To demonstrate that herbaceous biomass is a versatile gene resource, we focused on the model plant Brachypodium distachyon, and screened the B. distachyon for homologs of tyrosine decarboxylase (TDC), which is involved in the modification of aromatic compounds. A total of 5 candidate genes were identified in cDNA libraries of B. distachyon and were introduced into Saccharomyces cerevisiae to evaluate TDC expression and tyramine production. It is suggested that two TDCs encoded in the transcripts Bradi2g51120.1 and Bradi2g51170.1 have L-tyrosine decarboxylation activity. Bradi2g51170.1 was introduced into the L-tyrosine over-producing strain of S. cerevisiae that was constructed by the introduction of mutant genes that promote deregulated feedback inhibition. The amount of tyramine produced by the resulting transformant was 6.6-fold higher (approximately 200 mg/L) than the control strain, indicating that B. distachyon TDC effectively converts L-tyrosine to tyramine. Our results suggest that B. distachyon possesses enzymes that are capable of modifying aromatic residues, and that S. cerevisiae is a suitable host for the production of L-tyrosine derivatives.

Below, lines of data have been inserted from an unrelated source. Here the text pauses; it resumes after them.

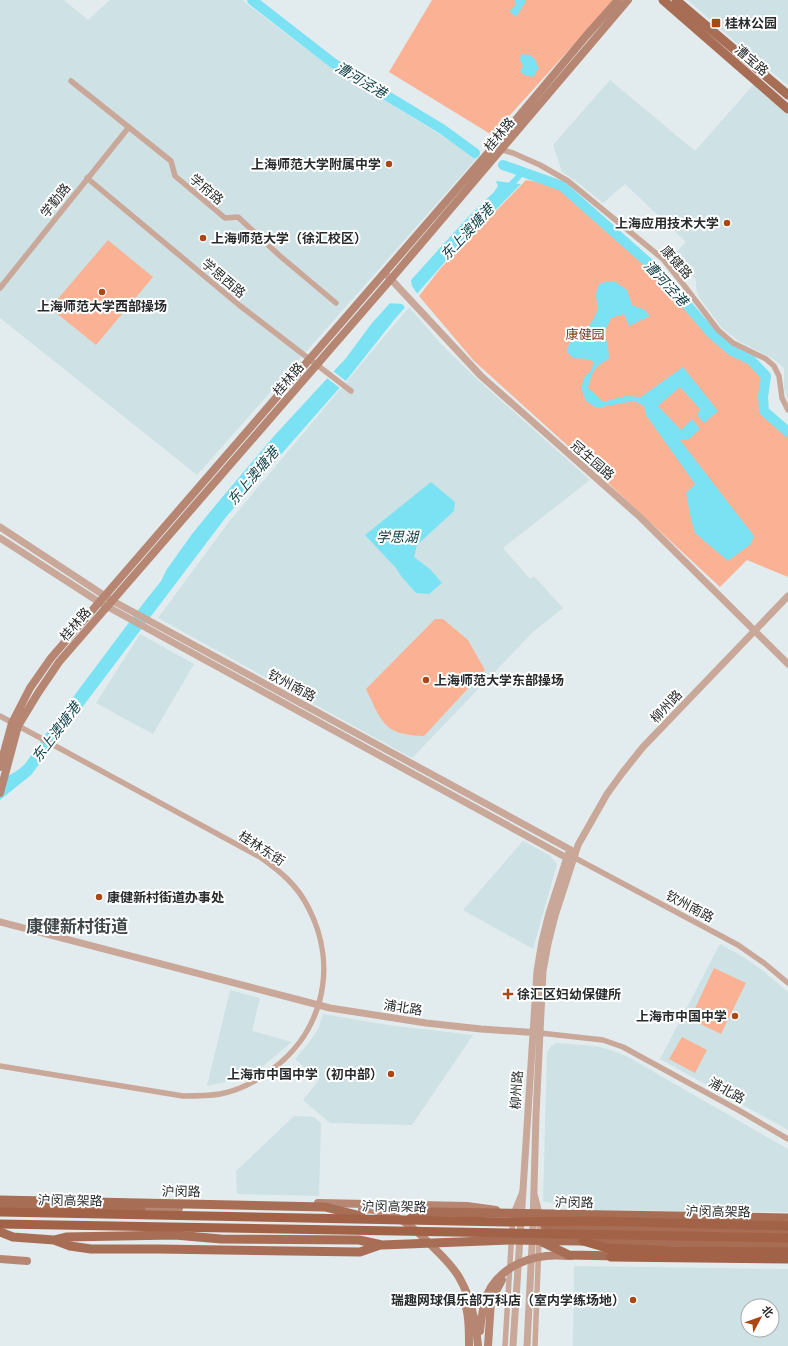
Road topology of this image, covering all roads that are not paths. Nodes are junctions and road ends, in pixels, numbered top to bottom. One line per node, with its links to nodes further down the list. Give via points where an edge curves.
1 (618, 0): 9 (main road, 桂林路, via 586,36)
2 (628, 0): 9 (main road, 桂林路)
3 (663, 0): 7 (main road, 漕宝路)
4 (676, 0): 6 (main road, 漕宝路)
5 (71, 81): 8 (street, 学府路)
6 (788, 95)
7 (788, 109)
8 (129, 127): 10 (street, 学勤路); 14 (street, 学府路, via 171,161 175,176 225,218 238,217)
9 (498, 148): 11 (main road, 桂林路); 12 (main road, 桂林路); 18 (street, 康健路, via 527,159 568,181 663,259 718,330 733,343 766,359 774,366 779,376 782,398)
10 (87, 178): 13 (street, 学勤路); 15 (street, 学思西路, via 239,305)
11 (385, 272): 12 (street, 冠生园路); 15 (main road, 桂林路)
12 (391, 279): 16 (main road, 桂林路); 23 (street, 冠生园路, via 481,376 640,517)
13 (0, 288)
14 (336, 303)
15 (309, 359): 16 (street, 学思西路); 22 (main road, 桂林路)
16 (317, 365): 17 (street, 学思西路); 22 (main road, 桂林路)
17 (348, 389)
18 (788, 410)
19 (0, 527): 22 (street, 钦州南路)
20 (0, 538): 22 (street, 钦州南路)
21 (788, 596): 23 (street, 柳州路)
22 (105, 601): 26 (main road, 桂林路); 30 (street, 钦州南路, via 151,622); 31 (street, 钦州南路, via 144,627)
23 (754, 630): 24 (street, 冠生园路); 29 (street, 柳州路, via 633,759 604,800)
24 (788, 664)
25 (0, 716): 26 (street, 桂林东街)
26 (15, 724): 27 (main road, 桂林路); 34 (street, 桂林东街, via 260,857 280,871 296,888 317,928 324,976)
27 (3, 770): 28 (main road, 桂林路)
28 (0, 793)
29 (578, 845): 30 (street, 柳州路); 31 (street, 柳州路)
30 (571, 850): 31 (street, 柳州路)
31 (571, 858): 33 (street, 钦州南路, via 738,945); 35 (street, 柳州路, via 549,913 542,941); 36 (street, 柳州路, via 543,971)
32 (0, 922): 34 (street, 浦北路)
33 (788, 983)
34 (319, 1005): 35 (street, 浦北路, via 426,1023); 37 (street, 桂林东街, via 308,1030 284,1061 255,1081 221,1094 184,1096)
35 (532, 1033): 36 (street, 浦北路); 43 (street, 柳州路, via 522,1191)
36 (540, 1033): 38 (street, 浦北路, via 603,1040 623,1047); 44 (street, 柳州路, via 534,1192)
37 (0, 1066)
38 (788, 1139)
39 (0, 1199): 46 (main road, 沪闵路, via 325,1208); 49 (main road, via 29,1197 467,1206)
40 (0, 1207): 46 (main road, 沪闵路)
41 (0, 1212): 42 (highway, 沪闵高架路)
42 (17, 1212): 49 (highway, 沪闵高架路, via 498,1222); 74 (main road, via 117,1208 372,1209 406,1222 418,1231)
43 (517, 1214): 44 (main road, 沪闵路); 47 (main road, 沪闵路, via 432,1212); 53 (street, 柳州路)
44 (537, 1214): 45 (main road, 沪闵路); 54 (street, 柳州路)
45 (603, 1215): 48 (main road, 沪闵路); 50 (highway)
46 (361, 1216): 47 (main road, 沪闵路)
47 (417, 1218): 53 (main road)
48 (788, 1218)
49 (594, 1221): 55 (highway, 沪闵高架路)
50 (635, 1221): 51 (highway); 56 (highway)
51 (788, 1222)
52 (0, 1224): 60 (highway, 沪闵高架路)
53 (516, 1225): 54 (main road); 63 (street, 柳州路)
54 (536, 1226): 56 (main road); 64 (street, 柳州路)
55 (788, 1226)
56 (604, 1227): 57 (main road)
57 (788, 1231)
58 (0, 1232): 59 (main road)
59 (13, 1237): 61 (main road); 62 (main road)
60 (788, 1238)
61 (0, 1240)
62 (54, 1240): 66 (main road, via 66,1237 175,1235 222,1239 359,1240); 66 (main road, via 70,1246 91,1249 360,1252)
63 (515, 1240): 64 (main road); 66 (main road); 78 (street); 79 (street, 柳州路)
64 (536, 1241): 65 (main road); 71 (main road, via 569,1255); 80 (street, 柳州路); 81 (street)
65 (583, 1241): 67 (main road); 68 (highway, via 620,1249)
66 (382, 1245)
67 (788, 1246)
68 (788, 1252)
69 (610, 1257): 71 (highway); 73 (main road, via 546,1256 526,1260)
70 (0, 1259): 72 (main road)
71 (788, 1260)
72 (26, 1261)
73 (512, 1267): 76 (main road, via 503,1272 491,1286 484,1303); 77 (main road, via 501,1281 491,1301)
74 (457, 1274): 75 (main road, via 466,1303); 76 (main road, via 472,1308)
75 (469, 1346)
76 (478, 1346)
77 (488, 1346)
78 (505, 1346)
79 (513, 1346)
80 (527, 1346)
81 (535, 1346)

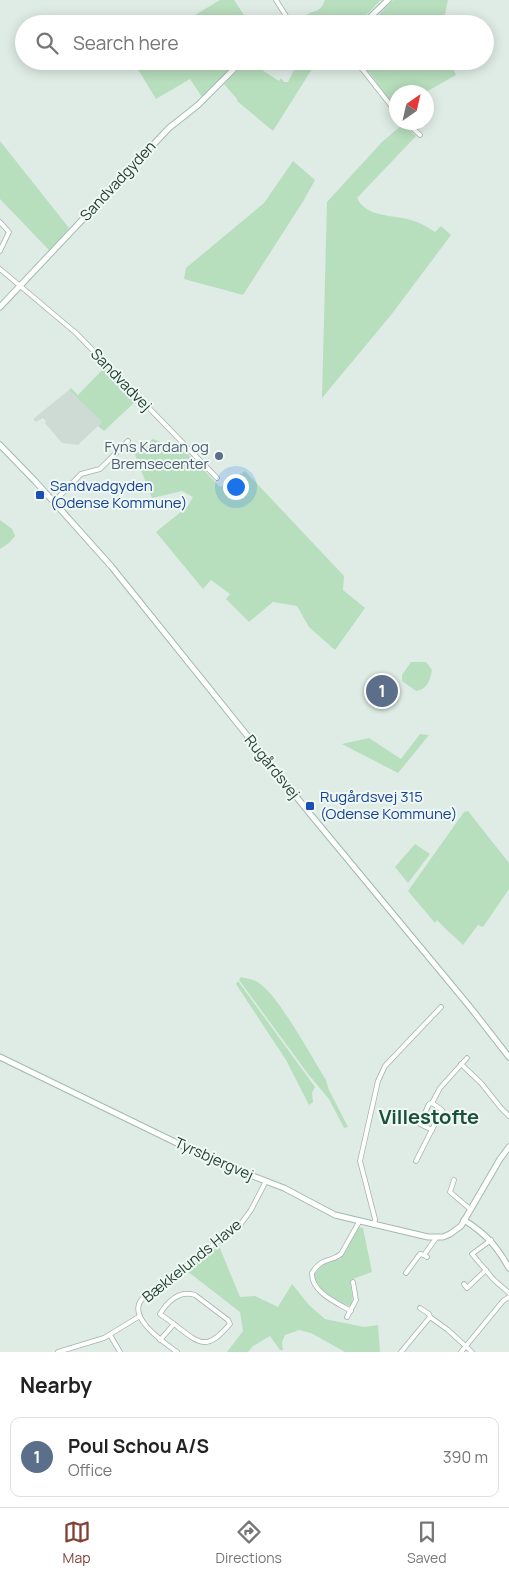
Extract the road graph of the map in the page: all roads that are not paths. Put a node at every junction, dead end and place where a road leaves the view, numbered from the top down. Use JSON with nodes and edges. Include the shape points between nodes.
{"nodes":[{"id":1,"x":276,"y":0,"type":"edge"},
{"id":2,"x":388,"y":0,"type":"edge"},
{"id":3,"x":285,"y":15,"type":"edge"},
{"id":4,"x":372,"y":15,"type":"edge"},
{"id":5,"x":233,"y":70,"type":"edge"},
{"id":6,"x":363,"y":70,"type":"edge"},
{"id":7,"x":389,"y":103,"type":"edge"},
{"id":8,"x":414,"y":130,"type":"edge"},
{"id":9,"x":420,"y":136,"type":"dead end"},
{"id":10,"x":0,"y":222,"type":"edge"},
{"id":11,"x":0,"y":251,"type":"edge"},
{"id":12,"x":0,"y":269,"type":"edge"},
{"id":13,"x":21,"y":286,"type":"junction"},
{"id":14,"x":0,"y":308,"type":"edge"},
{"id":15,"x":128,"y":441,"type":"dead end"},
{"id":16,"x":0,"y":445,"type":"edge"},
{"id":17,"x":217,"y":478,"type":"dead end"},
{"id":18,"x":54,"y":502,"type":"junction"},
{"id":19,"x":440,"y":1007,"type":"dead end"},
{"id":20,"x":0,"y":1057,"type":"edge"},
{"id":21,"x":509,"y":1057,"type":"edge"},
{"id":22,"x":467,"y":1058,"type":"dead end"},
{"id":23,"x":461,"y":1064,"type":"junction"},
{"id":24,"x":432,"y":1103,"type":"junction"},
{"id":25,"x":509,"y":1116,"type":"edge"},
{"id":26,"x":432,"y":1130,"type":"junction"},
{"id":27,"x":509,"y":1147,"type":"edge"},
{"id":28,"x":416,"y":1161,"type":"dead end"},
{"id":29,"x":454,"y":1180,"type":"dead end"},
{"id":30,"x":266,"y":1181,"type":"junction"},
{"id":31,"x":470,"y":1209,"type":"junction"},
{"id":32,"x":464,"y":1220,"type":"junction"},
{"id":33,"x":359,"y":1222,"type":"junction"},
{"id":34,"x":374,"y":1225,"type":"junction"},
{"id":35,"x":436,"y":1238,"type":"junction"},
{"id":36,"x":491,"y":1240,"type":"junction"},
{"id":37,"x":509,"y":1268,"type":"edge"},
{"id":38,"x":486,"y":1270,"type":"junction"},
{"id":39,"x":406,"y":1273,"type":"dead end"},
{"id":40,"x":353,"y":1282,"type":"dead end"},
{"id":41,"x":464,"y":1284,"type":"dead end"},
{"id":42,"x":509,"y":1293,"type":"edge"},
{"id":43,"x":509,"y":1298,"type":"edge"},
{"id":44,"x":420,"y":1308,"type":"dead end"},
{"id":45,"x":351,"y":1311,"type":"junction"},
{"id":46,"x":140,"y":1316,"type":"junction"},
{"id":47,"x":347,"y":1317,"type":"dead end"},
{"id":48,"x":430,"y":1318,"type":"junction"},
{"id":49,"x":174,"y":1324,"type":"junction"},
{"id":50,"x":110,"y":1335,"type":"junction"},
{"id":51,"x":160,"y":1340,"type":"junction"},
{"id":52,"x":466,"y":1346,"type":"junction"},
{"id":53,"x":58,"y":1352,"type":"edge"},
{"id":54,"x":120,"y":1352,"type":"edge"},
{"id":55,"x":177,"y":1352,"type":"edge"},
{"id":56,"x":401,"y":1352,"type":"edge"},
{"id":57,"x":461,"y":1352,"type":"edge"},
{"id":58,"x":472,"y":1352,"type":"edge"}],
"edges":[{"from":1,"to":3,"type":"street"},
{"from":2,"to":4,"type":"street"},
{"from":5,"to":13,"type":"street","name":"Sandvadgyden","via":[[198,105],[168,128]]},
{"from":6,"to":7,"type":"street"},
{"from":8,"to":9,"type":"street"},
{"from":10,"to":11,"type":"street","via":[[9,232]]},
{"from":12,"to":13,"type":"street","name":"Sandvadvej"},
{"from":13,"to":14,"type":"street","name":"Sandvadgyden"},
{"from":13,"to":17,"type":"street","name":"Sandvadvej","via":[[76,333]]},
{"from":15,"to":18,"type":"street","via":[[100,469],[81,474]]},
{"from":16,"to":18,"type":"street","name":"Rugårdsvej"},
{"from":18,"to":21,"type":"street","name":"Rugårdsvej","via":[[111,566]]},
{"from":19,"to":34,"type":"street","via":[[385,1066],[378,1082],[360,1161]]},
{"from":20,"to":30,"type":"street","name":"Tyrsbjergvej","via":[[216,1162]]},
{"from":22,"to":23,"type":"street"},
{"from":23,"to":24,"type":"street","via":[[440,1088]]},
{"from":23,"to":25,"type":"street"},
{"from":24,"to":26,"type":"street","via":[[442,1110]]},
{"from":24,"to":26,"type":"street","via":[[420,1124]]},
{"from":26,"to":28,"type":"street"},
{"from":27,"to":31,"type":"street"},
{"from":29,"to":31,"type":"street","via":[[450,1192]]},
{"from":30,"to":33,"type":"street","name":"Tyrsbjergvej","via":[[335,1215]]},
{"from":30,"to":46,"type":"street","name":"Bækkelunds Have","via":[[240,1225],[143,1298],[137,1311]]},
{"from":31,"to":32,"type":"street"},
{"from":32,"to":35,"type":"street","via":[[450,1234]]},
{"from":32,"to":36,"type":"street"},
{"from":33,"to":34,"type":"street","name":"Tyrsbjergvej"},
{"from":33,"to":45,"type":"street","via":[[341,1254],[324,1260],[312,1273],[313,1282],[325,1294]]},
{"from":34,"to":35,"type":"street","name":"Tyrsbjergvej"},
{"from":35,"to":39,"type":"street","via":[[425,1256],[420,1254]]},
{"from":36,"to":37,"type":"street"},
{"from":36,"to":38,"type":"street","via":[[472,1254]]},
{"from":38,"to":41,"type":"street","via":[[467,1288]]},
{"from":38,"to":42,"type":"street"},
{"from":40,"to":45,"type":"street","via":[[356,1300]]},
{"from":43,"to":52,"type":"street"},
{"from":44,"to":48,"type":"street"},
{"from":45,"to":47,"type":"street"},
{"from":46,"to":50,"type":"street","name":"Bækkelunds Have"},
{"from":46,"to":51,"type":"street","name":"Bækkelunds Have"},
{"from":48,"to":52,"type":"street"},
{"from":48,"to":56,"type":"street"},
{"from":49,"to":49,"type":"street","via":[[204,1342],[216,1339],[230,1324],[190,1293],[176,1296],[160,1314]]},
{"from":49,"to":51,"type":"street"},
{"from":50,"to":53,"type":"street","name":"Bækkelunds Have"},
{"from":50,"to":54,"type":"street"},
{"from":51,"to":55,"type":"street","name":"Bækkelunds Have"},
{"from":52,"to":57,"type":"street"},
{"from":52,"to":58,"type":"street"}]}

Fig 1. Proposed biosynthesis pathway for tyramine (ARO3, ARO4; 3-deoxy-D-heptulosonate-7-phosphate synthase: ARO7; chorismate mutase: TDC; L-tyrosine decarboxylase).

ARO3, ARO4 and ARO7 are derived from S. cerevisiae, whereas TDC is originated from B. distachyon.

Fig 2. Evaluation of L-tyrosine over-producing S. cerevisiae constructed in this study.

Each bar chart shows the average of 3 independent experiments, and error bars represent the standard deviation. (A) Evaluation of L-tyrosine productivity in the culture supernatants of YPH499/δU/δL, YPH499/δUARO4 ^fbr/δL, YPH499/δU/δLARO7 ^fbr, and YPH499/δUARO4 ^fbr/δLARO7 ^fbr. (B) Determination of ARO7 and ARO7 ^fbr gene copy numbers in YPH499/δU/δL, YPH499/δUARO4 ^fbr/δL, YPH499/δU/δLARO7 ^fbr, and YPH499/δUARO4 ^fbr/δLARO7 ^fbr (ARO4 ^fbr; Ser to Ala substitution in ARO4 at position 195: Gly to Ser substitution in ARO7 at position 141).

Fig 3. Culture profiles of transformants in SD medium containing 2% glucose as the carbon source.

Time-courses of (A) cell growth, (B) glucose consumption, (C) ethanol production, and (D) tyramine production for YPH499/δU/δL/tdc70 (crosses), YPH499/δU/δLARO7 ^fbr/tdc70 (triangles), YPH499/δUARO4 ^fbr/δL/tdc70 (squares), and YPH499/δUARO4 ^fbr/δLARO7 ^fbr/tdc70 (circles). Each data point shows the average of 3 independent experiments, and error bars represent the standard deviation.